→ **WORK TO BE COMPLETED**: The reply must return each line of the data exactly.
━━━
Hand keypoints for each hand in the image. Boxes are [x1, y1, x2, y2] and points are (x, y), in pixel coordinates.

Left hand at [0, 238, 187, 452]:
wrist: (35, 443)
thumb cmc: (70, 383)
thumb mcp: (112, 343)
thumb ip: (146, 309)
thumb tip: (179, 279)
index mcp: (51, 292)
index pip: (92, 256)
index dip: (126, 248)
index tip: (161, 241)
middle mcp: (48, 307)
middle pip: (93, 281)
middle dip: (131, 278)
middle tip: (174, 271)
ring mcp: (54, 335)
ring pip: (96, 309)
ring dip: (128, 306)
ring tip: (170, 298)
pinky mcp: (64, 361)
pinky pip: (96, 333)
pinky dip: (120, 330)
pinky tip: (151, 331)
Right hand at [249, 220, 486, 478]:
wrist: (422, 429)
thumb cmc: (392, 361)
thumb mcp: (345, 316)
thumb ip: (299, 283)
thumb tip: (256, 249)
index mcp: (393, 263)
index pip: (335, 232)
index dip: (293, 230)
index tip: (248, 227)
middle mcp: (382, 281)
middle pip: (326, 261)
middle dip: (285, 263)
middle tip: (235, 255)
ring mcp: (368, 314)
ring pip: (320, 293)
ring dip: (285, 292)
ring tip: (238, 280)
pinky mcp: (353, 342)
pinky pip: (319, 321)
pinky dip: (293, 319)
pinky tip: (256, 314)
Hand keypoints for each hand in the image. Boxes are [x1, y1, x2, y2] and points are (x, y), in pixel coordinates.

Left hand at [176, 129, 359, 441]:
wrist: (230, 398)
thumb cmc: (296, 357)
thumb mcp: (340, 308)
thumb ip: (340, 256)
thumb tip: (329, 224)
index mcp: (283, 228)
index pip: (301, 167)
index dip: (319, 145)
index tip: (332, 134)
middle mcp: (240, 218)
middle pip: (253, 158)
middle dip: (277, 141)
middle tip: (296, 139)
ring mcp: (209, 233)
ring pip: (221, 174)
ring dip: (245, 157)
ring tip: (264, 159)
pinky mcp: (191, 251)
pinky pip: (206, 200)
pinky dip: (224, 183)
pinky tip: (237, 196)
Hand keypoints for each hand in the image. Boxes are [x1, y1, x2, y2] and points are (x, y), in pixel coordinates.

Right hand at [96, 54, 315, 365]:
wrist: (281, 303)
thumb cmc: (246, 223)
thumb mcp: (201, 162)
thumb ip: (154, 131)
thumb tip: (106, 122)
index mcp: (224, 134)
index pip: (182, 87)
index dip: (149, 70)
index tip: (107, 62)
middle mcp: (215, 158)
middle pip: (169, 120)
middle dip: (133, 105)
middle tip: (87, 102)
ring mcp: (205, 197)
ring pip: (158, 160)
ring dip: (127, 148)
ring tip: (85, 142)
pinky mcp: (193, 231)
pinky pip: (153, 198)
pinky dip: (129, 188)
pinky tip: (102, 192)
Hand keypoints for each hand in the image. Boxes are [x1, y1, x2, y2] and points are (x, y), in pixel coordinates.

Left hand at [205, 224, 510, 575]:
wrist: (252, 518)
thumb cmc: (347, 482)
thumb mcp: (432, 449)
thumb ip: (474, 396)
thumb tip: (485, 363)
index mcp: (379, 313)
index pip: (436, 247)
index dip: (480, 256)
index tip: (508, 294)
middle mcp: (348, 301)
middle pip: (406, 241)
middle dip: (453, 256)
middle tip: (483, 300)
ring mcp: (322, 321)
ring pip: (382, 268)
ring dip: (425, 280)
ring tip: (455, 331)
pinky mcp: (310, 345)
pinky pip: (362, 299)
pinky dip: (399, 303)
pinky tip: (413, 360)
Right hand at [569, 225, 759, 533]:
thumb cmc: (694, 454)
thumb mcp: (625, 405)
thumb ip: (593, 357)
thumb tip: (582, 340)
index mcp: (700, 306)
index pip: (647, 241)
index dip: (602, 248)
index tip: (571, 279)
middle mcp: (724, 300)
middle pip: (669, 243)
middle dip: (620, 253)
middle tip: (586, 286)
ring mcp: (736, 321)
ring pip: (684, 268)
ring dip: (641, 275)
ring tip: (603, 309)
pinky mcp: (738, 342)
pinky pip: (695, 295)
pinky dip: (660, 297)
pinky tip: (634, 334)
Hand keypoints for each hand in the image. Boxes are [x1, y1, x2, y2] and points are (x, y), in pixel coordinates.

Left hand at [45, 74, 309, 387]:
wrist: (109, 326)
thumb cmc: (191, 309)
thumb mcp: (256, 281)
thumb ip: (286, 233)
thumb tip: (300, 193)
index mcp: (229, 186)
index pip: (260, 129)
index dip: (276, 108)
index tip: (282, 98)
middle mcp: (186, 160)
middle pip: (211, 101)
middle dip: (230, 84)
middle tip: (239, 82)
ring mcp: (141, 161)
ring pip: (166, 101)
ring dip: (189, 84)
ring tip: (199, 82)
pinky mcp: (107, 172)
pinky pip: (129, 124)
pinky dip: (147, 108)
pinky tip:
━━━
→ **EXERCISE SOLUTION**:
Hand keypoints for each hand in the image. Boxes are [x1, y1, x2, y2] and points are (x, y), in pixel coordinates.

Left hand at [0, 238, 187, 452]:
wrist: (35, 443)
thumb cmc: (70, 383)
thumb mcp: (112, 343)
thumb ip: (146, 309)
thumb tip: (179, 279)
index mcp: (51, 292)
index pip: (92, 256)
index dip: (126, 248)
index tip: (161, 241)
middle mcp: (48, 307)
middle pip: (93, 281)
middle dip: (131, 278)
middle tip: (174, 271)
ring mcp: (54, 335)
ring pip: (96, 309)
ring dip: (128, 306)
ring tip: (170, 298)
pinky mcp: (64, 361)
pinky pip: (96, 333)
pinky dip: (120, 330)
pinky tip: (151, 331)
Right hand at [249, 220, 486, 478]:
wrist: (422, 429)
thumb cmc: (392, 361)
thumb mcp: (345, 316)
thumb ip: (299, 283)
thumb tip: (256, 249)
index mcp: (393, 263)
index pip: (335, 232)
index dip: (293, 230)
index tip: (248, 227)
middle mcp: (382, 281)
middle pip: (326, 261)
middle dip: (285, 263)
middle tip: (235, 255)
ring mcp: (368, 314)
ring pip: (320, 293)
ring dip: (285, 292)
ring tip: (238, 280)
pinky mcp: (353, 342)
pinky pip: (319, 321)
pinky dip: (293, 319)
pinky tip: (256, 314)
Hand keypoints for each hand in the image. Boxes are [x1, y1, x2, y2] and points are (x, y), in pixel coordinates.

Left hand at [176, 129, 359, 441]:
wrist: (230, 398)
thumb cmc: (296, 357)
thumb mcp: (340, 308)
thumb ip: (340, 256)
thumb tip: (329, 224)
index mcp: (283, 228)
index pip: (301, 167)
index dip: (319, 145)
index tip: (332, 134)
middle mcp: (240, 218)
middle pip: (253, 158)
middle dip: (277, 141)
middle tip: (296, 139)
ring mcp: (209, 233)
ring pip: (221, 174)
ring dip: (245, 157)
ring tip: (264, 159)
pinky mcp: (191, 251)
pinky pip: (206, 200)
pinky dip: (224, 183)
pinky tip: (237, 196)
Hand keypoints for each hand in the image. Boxes are [x1, y1, x2, y2] and points are (x, y), in pixel coordinates.

Right hand at [96, 54, 315, 365]:
wrist: (281, 303)
thumb cmc: (246, 223)
thumb mcp: (201, 162)
thumb ip: (154, 131)
thumb tip: (106, 122)
index mcp: (224, 134)
index pip: (182, 87)
index dip: (149, 70)
index tip: (107, 62)
middle mcp: (215, 158)
middle pip: (169, 120)
middle dip: (133, 105)
middle tip: (87, 102)
ring mcp: (205, 197)
ring pip: (158, 160)
ring dip: (127, 148)
ring tip: (85, 142)
pinky mcp: (193, 231)
pinky pip: (153, 198)
pinky dip: (129, 188)
pinky tip: (102, 192)
Hand keypoints for each hand in the image. Boxes are [x1, y1, x2, y2] and points are (x, y), in pixel coordinates.

Left hand at [205, 224, 510, 575]:
wrist: (252, 518)
thumb cmc: (347, 482)
thumb mcp: (432, 449)
thumb ip: (474, 396)
thumb tip: (485, 363)
index mcp: (379, 313)
index pip: (436, 247)
index dip: (480, 256)
index tip: (508, 294)
middle mcp: (348, 301)
middle pip: (406, 241)
middle dip: (453, 256)
middle tip: (483, 300)
ring mcp: (322, 321)
ring pip: (382, 268)
ring dip: (425, 280)
ring tip: (455, 331)
pinky mcp: (310, 345)
pinky pip: (362, 299)
pinky dip: (399, 303)
pinky tip: (413, 360)
Right hand at [569, 225, 759, 533]:
thumb cmc: (694, 454)
thumb mcp: (625, 405)
thumb ip: (593, 357)
thumb tip: (582, 340)
index mcp: (700, 306)
index pip: (647, 241)
index dip: (602, 248)
index tip: (571, 279)
middle mcp: (724, 300)
middle pip: (669, 243)
middle dip: (620, 253)
middle tip: (586, 286)
ring mcp: (736, 321)
ring pip: (684, 268)
ring dip: (641, 275)
ring tip: (603, 309)
pinky mcp: (738, 342)
pinky pip: (695, 295)
pinky dip: (660, 297)
pinky tip: (634, 334)
Hand keypoints for each hand in the image. Boxes are [x1, y1, x2, y2] and points are (x, y), in pixel coordinates.

Left hand at [45, 74, 309, 387]:
wrist: (109, 326)
thumb cmc: (191, 309)
thumb mcp: (256, 281)
thumb ip: (286, 233)
thumb tip: (300, 193)
index mcp: (229, 186)
index pip: (260, 129)
index dip: (276, 108)
index tip: (282, 98)
middle mcp: (186, 160)
middle pip: (211, 101)
middle dip: (230, 84)
middle tip: (239, 82)
ring mcp: (141, 161)
ring pip: (166, 101)
ring dip: (189, 84)
ring tip: (199, 82)
pinky mcp: (107, 172)
pinky pip: (129, 124)
pinky dip: (147, 108)
pinky tip:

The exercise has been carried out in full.